Three years removed from those eerie and strange days of the early pandemic, one thing that strikes us is how much time we seemed to have then. People were picking up hobbies, slow cooking elaborate meals on the groceries they could get. People found their jobs that used to keep them late at the office could be finished in a couple hours. People were reading philosophy and zipping through books. There was no business travel, no long days on the road. The days blurred into each other, but there seemed to be infinite space for chatting with friends and family over Zoom, catching up on TV series we missed.

It was the best of times. It was the worst of times. But it sure felt like there was a lot of time.

Today, with life back to ‘normal,’ all that seems very far away. Where did all that time go? How are we suddenly so much busier? There are the same 24 hours in a day, but somehow we’re rushed, everything is sped up, those hobbies, those meandering catch ups and calls have fallen like the COVID case counts. What gives?

Sure, part of it is how the world was paused, but most of it is much simpler: In the midst of a crisis, a lot of things just fell away. We had clarity. Marcus Aurelius would say that the essential question of life was to ask ourselves always whether the things we were doing were in fact essential. Eliminating the inessential created room, he said, to do the essential things better.
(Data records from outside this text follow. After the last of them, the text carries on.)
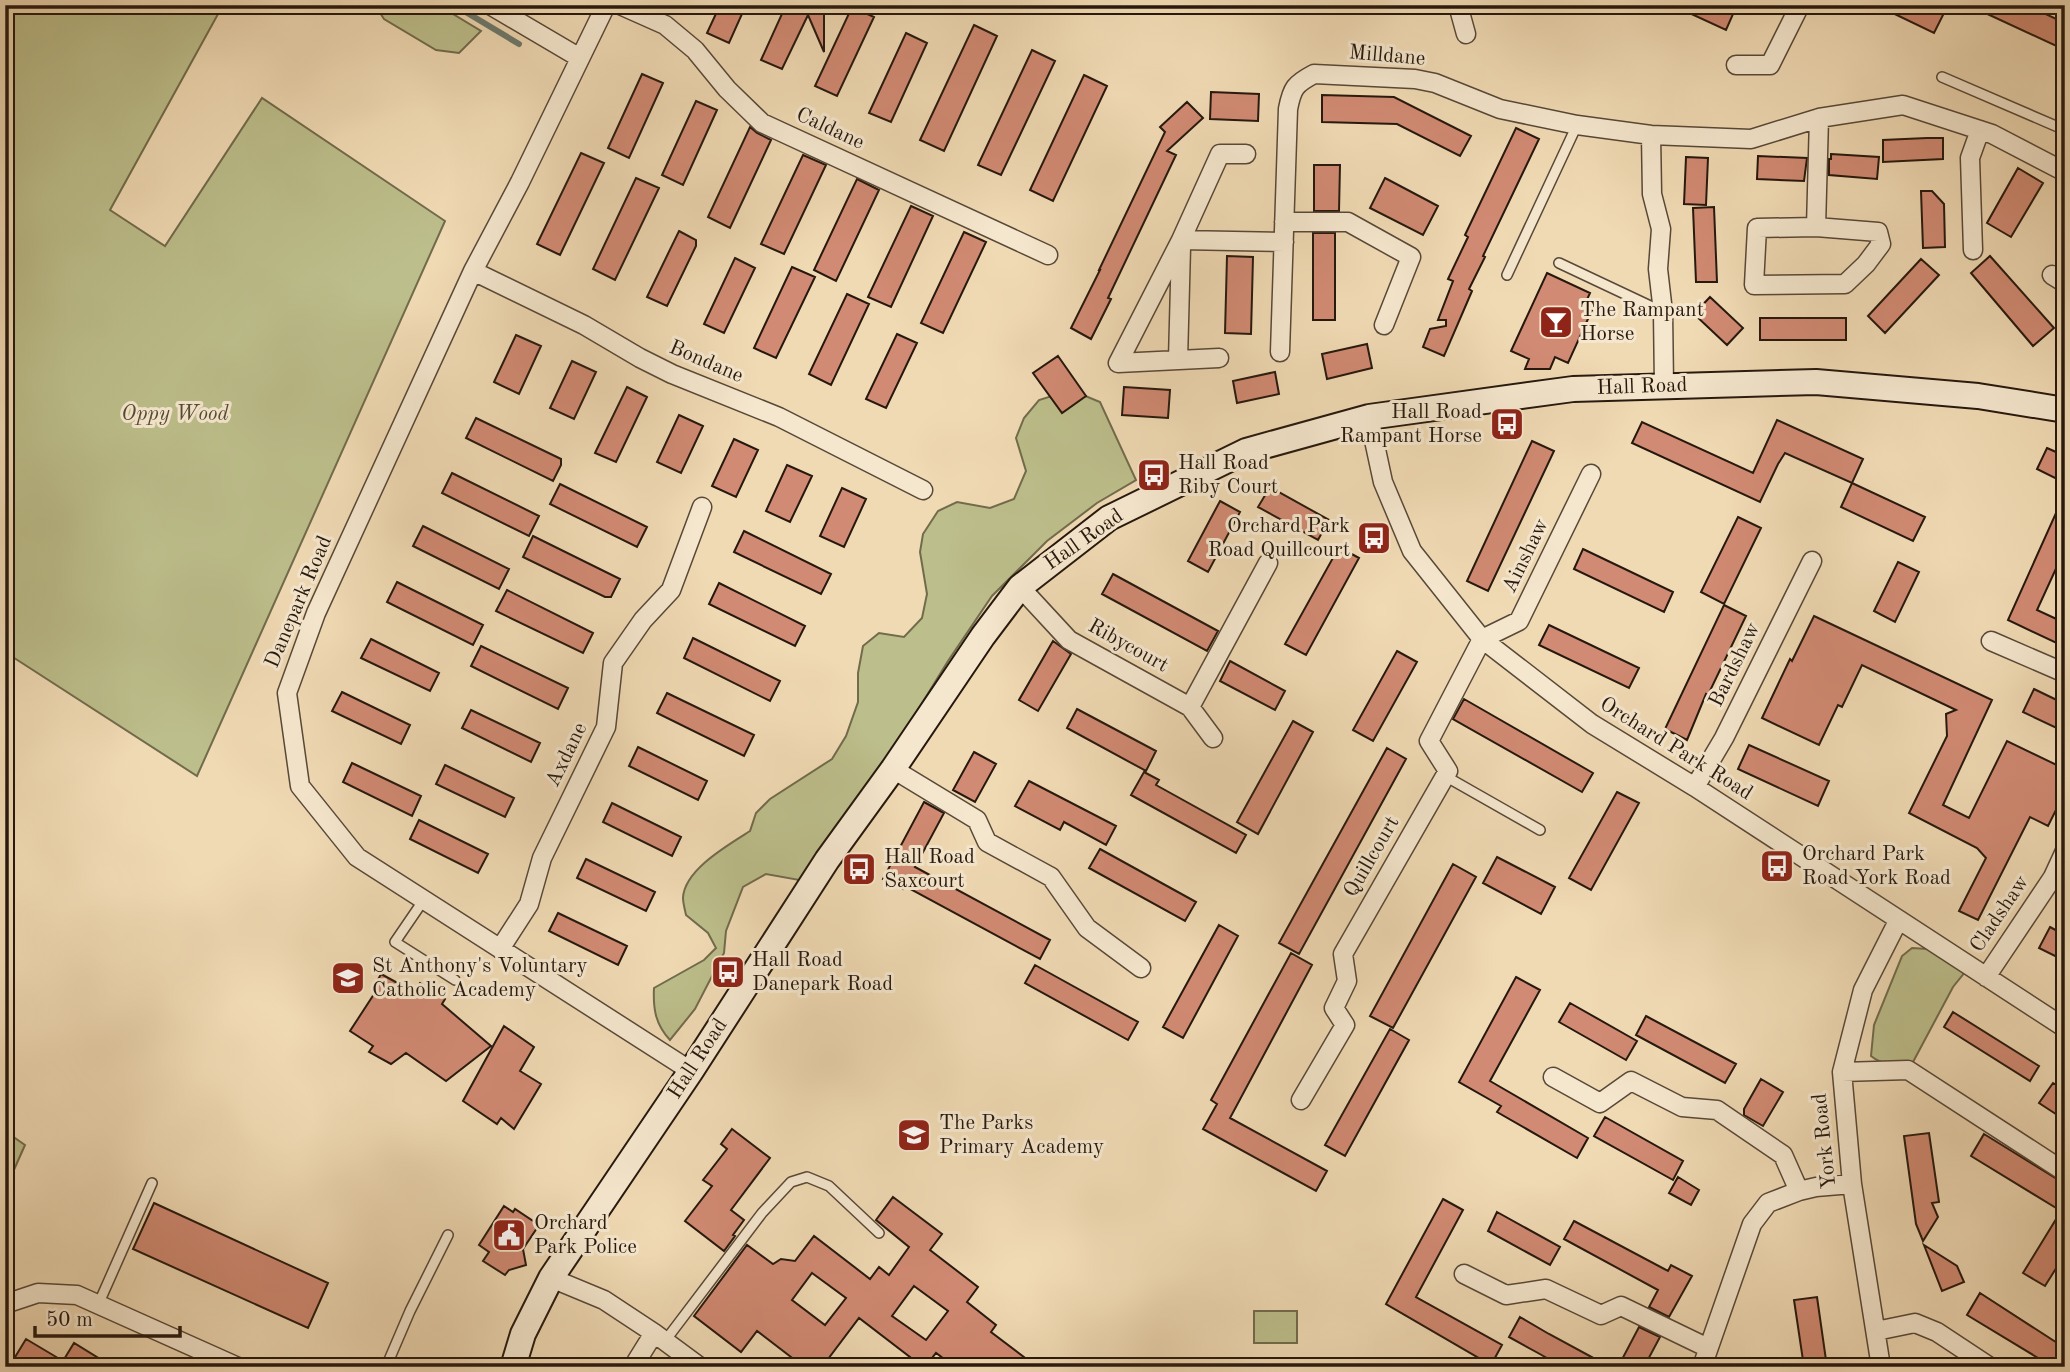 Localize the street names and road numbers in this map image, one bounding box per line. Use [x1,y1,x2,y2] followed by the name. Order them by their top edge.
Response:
[1348,42,1426,70] street label: Milldane
[793,104,867,154] street label: Caldane
[666,337,746,387] street label: Bondane
[1596,375,1688,399] street label: Hall Road
[1041,505,1127,575] street label: Hall Road
[1499,516,1553,596] street label: Ainshaw
[262,533,336,671] street label: Danepark Road
[1084,615,1172,677] street label: Ribycourt
[1706,619,1764,711] street label: Bardshaw
[1596,694,1756,804] street label: Orchard Park Road
[542,719,592,791] street label: Axdane
[1340,813,1404,901] street label: Quillcourt
[1967,872,2033,956] street label: Cladshaw
[664,1015,732,1103] street label: Hall Road
[1810,1092,1840,1190] street label: York Road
We still have the same number of hours in the day, but our sense of clarity is gone. Our priorities have slipped. We’re saying ‘Yes’ to things that lockdowns and protocols and ‘flattening the curve’ said ‘NO’ to for us during the pandemic. Much of this stuff is wonderful–seeing friends in person, taking our kids to and from school, for example–but a lot of it is not. A lot of it is a waste. A lot of it is inessential.

We can go back to living in that moment any time we like. We have all the time in the world we need to be productive, philosophical, purposeful. We just have to seize it. We just have to be disciplined about it.